門をくぐる前に一度だけ振り返ったが、戦車はちょうど飛び立つところで、
三角にとがった見張り台付きの城壁は、石を敷きつめてつくられていて、中に入るとひんやりしている。そろそろと進むといきなり呼び止められてすくみあがった。
洞窟をくり抜いたような小部屋で、兵隊帽を持った男が手招いてくる。
いびつなカウンターの前に立つと、男はぼくを爪先から頭のてっぺんまで眺めて、ふんと赤い鼻を鳴らした。
「腕を出せ」と命令される。吐息からほのかに酒の臭いがただよってきた。
「っ、あ、え、えと」
「腕だよ。ウ、デ。わかんねえのか?」
「え、あ、ああの、あのっ」
苛々されているのが伝わる。

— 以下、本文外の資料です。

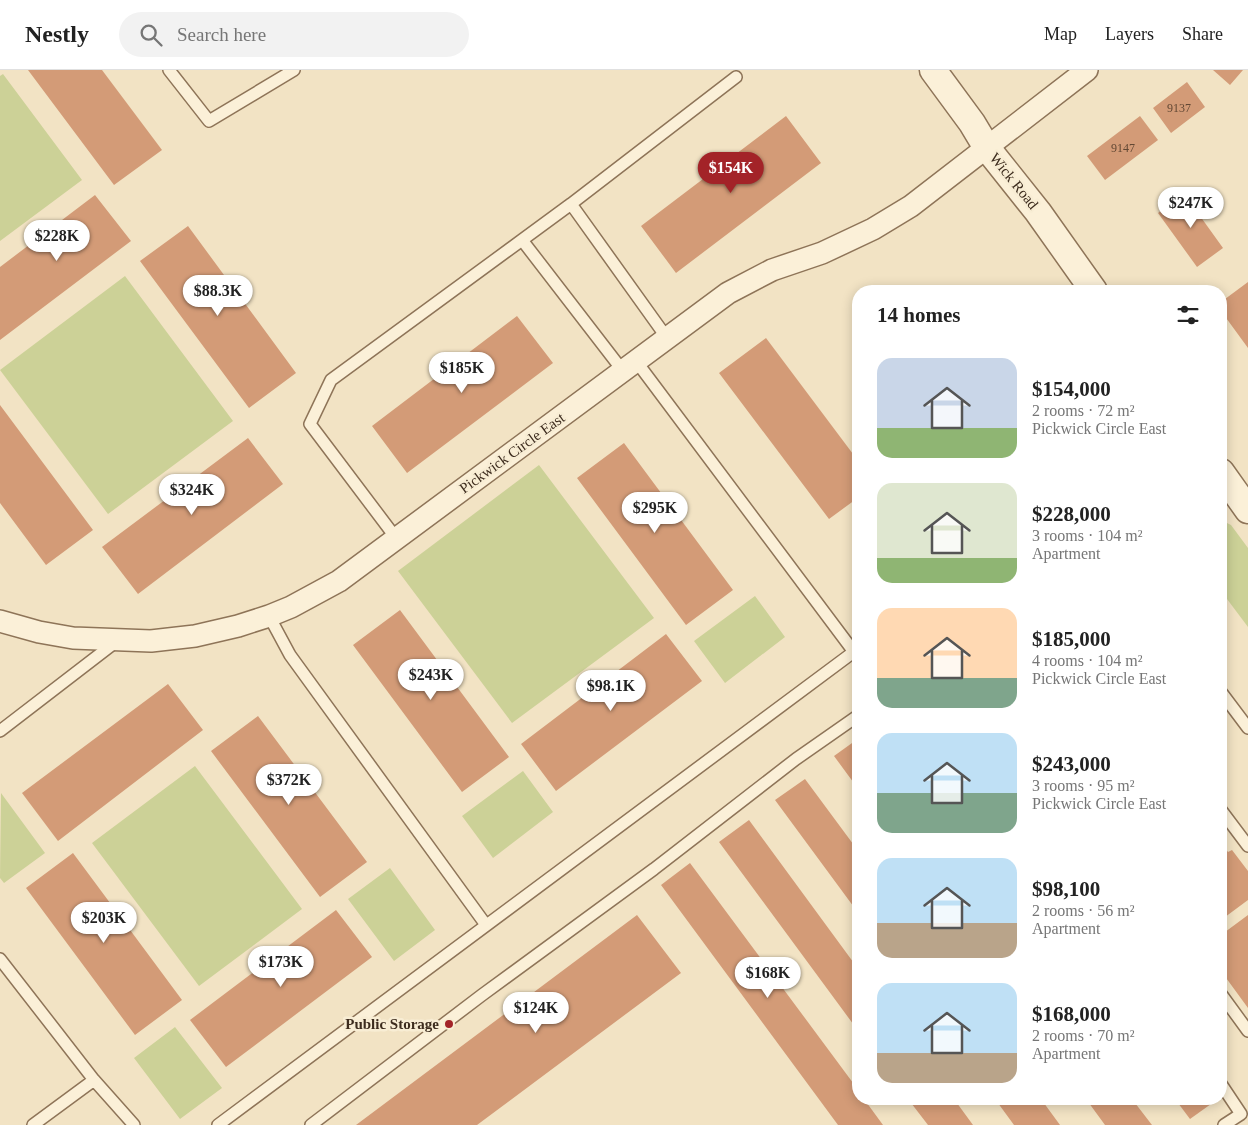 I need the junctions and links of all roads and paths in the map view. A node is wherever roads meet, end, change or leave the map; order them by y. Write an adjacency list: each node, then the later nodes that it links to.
1 (168, 70): 2 (lane)
2 (294, 70)
3 (933, 70): 6 (street, Wick Road)
4 (1087, 70): 6 (street, Pickwick Circle East)
5 (736, 77): 7 (lane)
6 (987, 148): 9 (street, Wick Road); 10 (street, Pickwick Circle East)
7 (571, 204): 8 (lane); 10 (lane)
8 (522, 240): 11 (lane); 14 (lane)
9 (1090, 285)
10 (667, 338): 11 (street, Pickwick Circle East)
11 (629, 366): 14 (street, Pickwick Circle East); 18 (lane)
12 (1227, 480): 13 (street)
13 (1248, 510)
14 (396, 538): 15 (street, Pickwick Circle East)
15 (269, 616): 17 (street, Pickwick Circle East); 26 (lane)
16 (2, 619): 17 (street, Pickwick Circle East)
17 (118, 640): 23 (lane)
18 (852, 645)
19 (852, 653): 26 (lane)
20 (1227, 700): 22 (lane)
21 (852, 720): 35 (lane)
22 (1248, 728)
23 (0, 732)
24 (1227, 818): 25 (lane)
25 (1248, 846)
26 (486, 925): 34 (lane)
27 (0, 959): 30 (lane)
28 (1227, 1002): 29 (lane)
29 (1248, 1031)
30 (94, 1080): 32 (lane); 33 (lane)
31 (1227, 1093): 36 (lane)
32 (33, 1125)
33 (134, 1125)
34 (218, 1125)
35 (311, 1125)
36 (1224, 1125) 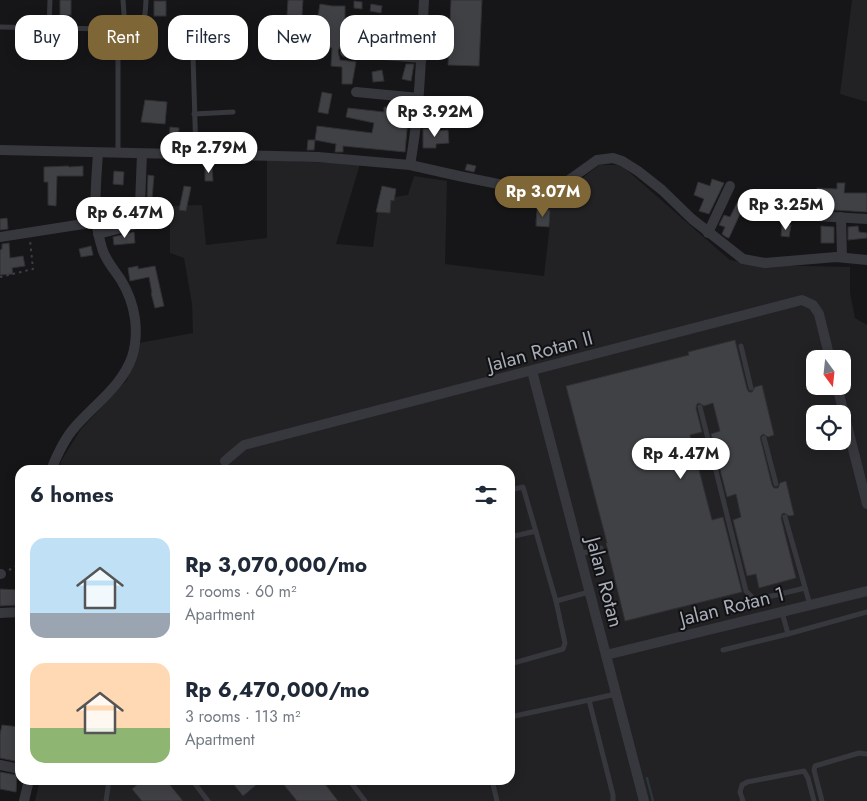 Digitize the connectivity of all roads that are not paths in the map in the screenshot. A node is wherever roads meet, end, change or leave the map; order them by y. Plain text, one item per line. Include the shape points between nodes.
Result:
1 (50, 0) edge
2 (123, 0) edge
3 (146, 0) edge
4 (424, 0) edge
5 (49, 15) edge
6 (124, 15) edge
7 (145, 15) edge
8 (423, 15) edge
9 (0, 27) edge
10 (15, 27) edge
11 (118, 60) edge
12 (193, 60) edge
13 (422, 60) edge
14 (356, 92) dead end
15 (419, 98) junction
16 (233, 112) dead end
17 (194, 114) junction
18 (0, 150) edge
19 (98, 153) junction
20 (118, 153) junction
21 (142, 154) junction
22 (196, 155) junction
23 (410, 165) junction
24 (730, 186) dead end
25 (782, 214) dead end
26 (841, 217) junction
27 (867, 219) edge
28 (96, 222) junction
29 (708, 233) junction
30 (98, 234) junction
31 (0, 238) edge
32 (842, 257) junction
33 (867, 260) edge
34 (742, 346) dead end
35 (828, 350) edge
36 (532, 371) junction
37 (751, 388) dead end
38 (839, 395) edge
39 (700, 407) dead end
40 (764, 438) dead end
41 (225, 462) dead end
42 (53, 465) edge
43 (776, 484) dead end
44 (515, 489) edge
45 (867, 504) edge
46 (785, 517) dead end
47 (536, 530) junction
48 (515, 536) edge
49 (601, 548) dead end
50 (580, 554) junction
51 (805, 588) junction
52 (867, 591) edge
53 (590, 592) junction
54 (556, 601) junction
55 (810, 605) junction
56 (15, 612) edge
57 (782, 612) junction
58 (867, 612) edge
59 (0, 613) edge
60 (788, 634) junction
61 (724, 650) dead end
62 (606, 656) junction
63 (515, 663) edge
64 (616, 694) junction
65 (589, 700) junction
66 (515, 716) edge
67 (867, 754) edge
68 (0, 765) edge
69 (15, 768) edge
70 (28, 785) edge
71 (108, 785) edge
72 (196, 785) edge
73 (353, 785) edge
74 (493, 785) edge
75 (24, 801) edge
76 (106, 801) edge
77 (208, 801) edge
78 (366, 801) edge
79 (497, 801) edge
80 (613, 801) edge
81 (644, 801) edge
82 (743, 801) edge
83 (814, 801) edge
84 (822, 801) edge

1 - 5 lane
2 - 6 lane
3 - 7 lane
4 - 8 street
9 - 10 lane
11 - 20 lane
12 - 17 lane
13 - 15 street
14 - 15 street
15 - 23 street
16 - 17 lane
17 - 22 lane
18 - 19 street
19 - 20 street
19 - 28 street
20 - 21 street
21 - 22 street
21 - 30 street via 136,224
22 - 23 street via 285,155
23 - 29 street via 541,191 556,188 597,160 613,158 638,171
24 - 29 street
25 - 26 street
26 - 27 street
26 - 32 street
28 - 30 street
28 - 31 street
29 - 32 street via 736,255 753,262
30 - 42 street via 104,254 132,304 135,345 115,385 68,435
32 - 33 street
34 - 37 lane
35 - 36 street, Jalan Rotan II via 819,314 813,305 802,300
36 - 41 street, Jalan Rotan II via 244,445
36 - 50 street, Jalan Rotan
38 - 45 street
39 - 51 lane via 746,591 755,600
40 - 43 lane
44 - 47 lane via 522,487
46 - 51 lane
47 - 48 lane
47 - 54 lane
49 - 50 lane
50 - 53 street, Jalan Rotan
51 - 55 lane
52 - 55 street, Jalan Rotan 1
53 - 54 lane
53 - 62 street, Jalan Rotan
54 - 63 lane via 565,643 563,649
55 - 57 street, Jalan Rotan 1
56 - 59 street
57 - 60 lane
57 - 62 street, Jalan Rotan 1
58 - 60 lane
60 - 61 lane
62 - 64 street, Jalan Rotan
64 - 65 lane
64 - 81 street, Jalan Rotan
65 - 66 lane
65 - 80 lane
67 - 84 lane via 860,753 815,766
68 - 69 street
70 - 75 street
71 - 76 lane
72 - 77 lane
73 - 78 lane
74 - 79 lane
82 - 83 lane via 740,792 747,782 798,771 804,771 808,778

体がまた震えだした。
うで、はわかる。わかるけれど、右と左のどちらだろう。間違ったほうを出したら怒られる。どうしよう。わからない。
動けないでいると、突然がしりと腕をつかまれた。焼けた石を握りこむ痛みがよみがえって、とっさに目をつぶる。しかし、想像したような痛みも臭いもやってこなかった。かわりに手首へ冷たいものが押し当てられる。

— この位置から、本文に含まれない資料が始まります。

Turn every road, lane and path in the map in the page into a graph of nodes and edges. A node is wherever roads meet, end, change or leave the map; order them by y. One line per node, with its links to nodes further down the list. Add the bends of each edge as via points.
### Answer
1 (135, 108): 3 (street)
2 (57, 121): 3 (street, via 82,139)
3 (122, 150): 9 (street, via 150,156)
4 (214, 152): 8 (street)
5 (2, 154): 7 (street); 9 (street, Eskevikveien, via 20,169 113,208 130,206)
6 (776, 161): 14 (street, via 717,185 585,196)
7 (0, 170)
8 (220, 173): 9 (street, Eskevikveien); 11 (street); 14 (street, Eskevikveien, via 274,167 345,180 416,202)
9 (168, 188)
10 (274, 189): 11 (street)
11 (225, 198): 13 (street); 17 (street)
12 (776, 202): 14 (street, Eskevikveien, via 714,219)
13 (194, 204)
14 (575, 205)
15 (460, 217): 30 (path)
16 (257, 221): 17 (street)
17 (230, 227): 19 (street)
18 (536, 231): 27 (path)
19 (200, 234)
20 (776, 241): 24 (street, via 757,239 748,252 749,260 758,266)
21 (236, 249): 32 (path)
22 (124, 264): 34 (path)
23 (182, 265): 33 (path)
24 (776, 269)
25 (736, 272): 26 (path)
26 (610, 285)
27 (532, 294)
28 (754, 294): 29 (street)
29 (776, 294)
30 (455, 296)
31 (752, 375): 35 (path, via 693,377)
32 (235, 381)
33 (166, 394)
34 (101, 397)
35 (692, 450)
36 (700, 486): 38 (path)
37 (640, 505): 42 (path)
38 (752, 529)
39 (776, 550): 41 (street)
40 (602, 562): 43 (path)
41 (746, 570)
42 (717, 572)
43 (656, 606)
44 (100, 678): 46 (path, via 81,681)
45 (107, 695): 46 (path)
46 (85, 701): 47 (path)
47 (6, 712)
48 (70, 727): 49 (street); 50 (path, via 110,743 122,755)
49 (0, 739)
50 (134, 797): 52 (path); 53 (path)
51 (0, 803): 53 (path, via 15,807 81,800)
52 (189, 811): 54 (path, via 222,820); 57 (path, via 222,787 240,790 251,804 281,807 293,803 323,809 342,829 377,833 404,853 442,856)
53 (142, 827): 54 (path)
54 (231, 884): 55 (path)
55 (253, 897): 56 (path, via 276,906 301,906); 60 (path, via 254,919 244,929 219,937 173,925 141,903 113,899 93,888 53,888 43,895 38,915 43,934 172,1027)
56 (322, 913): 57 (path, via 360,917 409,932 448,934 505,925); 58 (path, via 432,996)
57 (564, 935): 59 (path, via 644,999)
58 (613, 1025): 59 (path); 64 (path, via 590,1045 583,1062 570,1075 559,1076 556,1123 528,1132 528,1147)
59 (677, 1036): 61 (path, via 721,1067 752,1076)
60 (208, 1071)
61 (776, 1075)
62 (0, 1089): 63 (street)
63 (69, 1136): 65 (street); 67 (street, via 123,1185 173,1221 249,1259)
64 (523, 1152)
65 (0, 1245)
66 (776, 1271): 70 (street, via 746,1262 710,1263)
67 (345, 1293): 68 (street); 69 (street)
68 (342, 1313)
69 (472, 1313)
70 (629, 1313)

カチ、という音に目を開ければ、左手に蹄鉄のかたちをした腕輪がついていた。
「ぇ、⋯⋯えっ、これ⋯⋯?」
揺すっても取れない。よく見れば、あの騎士がはめていたものと同じだ。
「なにびびってんだよ。早く行きな、騎士様」
あくび混じりにうながされる。ぼくは何度もうなずいて、めまいを起こしそうになりながら駆け足で奥へ向かった。
うす暗い通路に等間隔で並ぶ太い柱には、国の紋章が縫われた厚い布がかけられている。勇ましく飛ぶ竜と戦車を金糸でかたどった真っ赤なそれは暗がりでもよく見えた。目印にして進んでいけばやがて外廊下へ出る。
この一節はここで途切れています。